Stored data:

************

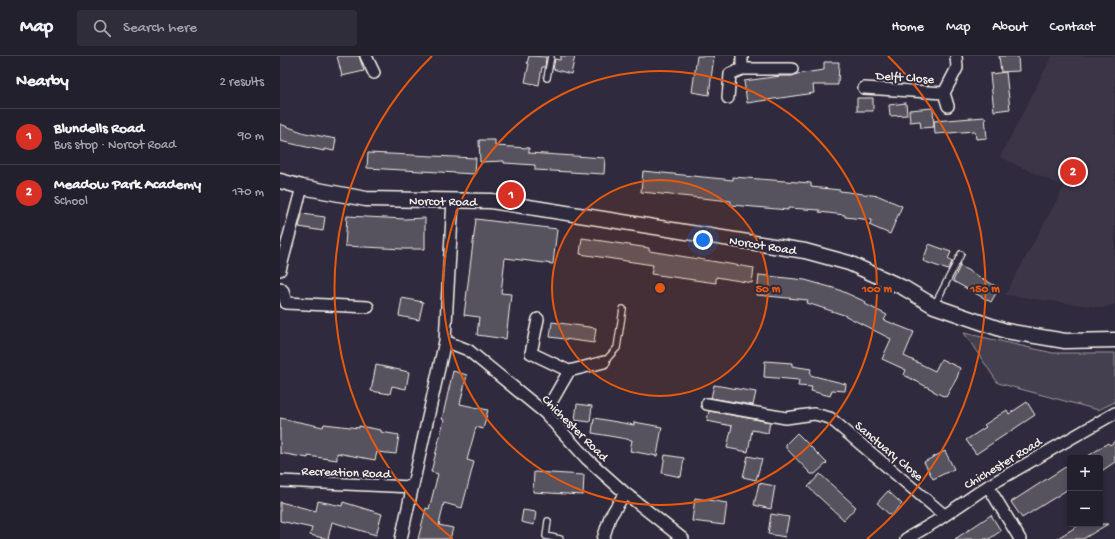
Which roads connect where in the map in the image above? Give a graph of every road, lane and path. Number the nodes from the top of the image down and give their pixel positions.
1 (366, 56) edge
2 (552, 56) edge
3 (742, 56) edge
4 (956, 56) edge
5 (742, 68) junction
6 (792, 69) dead end
7 (374, 73) dead end
8 (547, 78) dead end
9 (864, 88) dead end
10 (944, 92) junction
11 (728, 98) dead end
12 (948, 106) dead end
13 (280, 181) edge
14 (302, 187) junction
15 (452, 200) junction
16 (961, 254) dead end
17 (280, 270) edge
18 (280, 288) edge
19 (934, 306) junction
20 (368, 307) dead end
21 (623, 309) dead end
22 (538, 319) dead end
23 (1115, 340) edge
24 (444, 341) junction
25 (604, 362) joint
26 (569, 371) junction
27 (707, 404) dead end
28 (545, 413) junction
29 (1115, 413) edge
30 (280, 481) edge
31 (988, 486) junction
32 (412, 487) junction
33 (625, 494) junction
34 (944, 515) junction
35 (548, 521) dead end
36 (401, 539) edge
37 (560, 539) edge
38 (603, 539) edge
39 (683, 539) edge
40 (906, 539) edge
41 (1020, 539) edge

1 - 7 street
2 - 8 lane
3 - 5 street
4 - 10 street, Delft Close
5 - 6 street
5 - 11 street
9 - 10 street, Delft Close
10 - 12 street, Delft Close
13 - 14 street, Norcot Road
14 - 15 street, Norcot Road
14 - 17 street
15 - 19 street, Norcot Road
15 - 24 street
16 - 19 lane
18 - 20 street
19 - 23 street, Norcot Road
21 - 25 lane
22 - 26 street
24 - 28 street, Chichester Road
24 - 32 street
25 - 26 street
26 - 28 street
27 - 34 street, Sanctuary Close
28 - 33 street, Chichester Road
29 - 31 street, Chichester Road
30 - 32 street, Recreation Road
31 - 34 street, Chichester Road
31 - 41 street
32 - 36 street
33 - 38 street
33 - 39 street, Chichester Road
34 - 40 street, Chichester Road
35 - 37 lane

************

Whenever a line of the data includes the word "Norcot", show that line in full.

13 - 14 street, Norcot Road
14 - 15 street, Norcot Road
15 - 19 street, Norcot Road
19 - 23 street, Norcot Road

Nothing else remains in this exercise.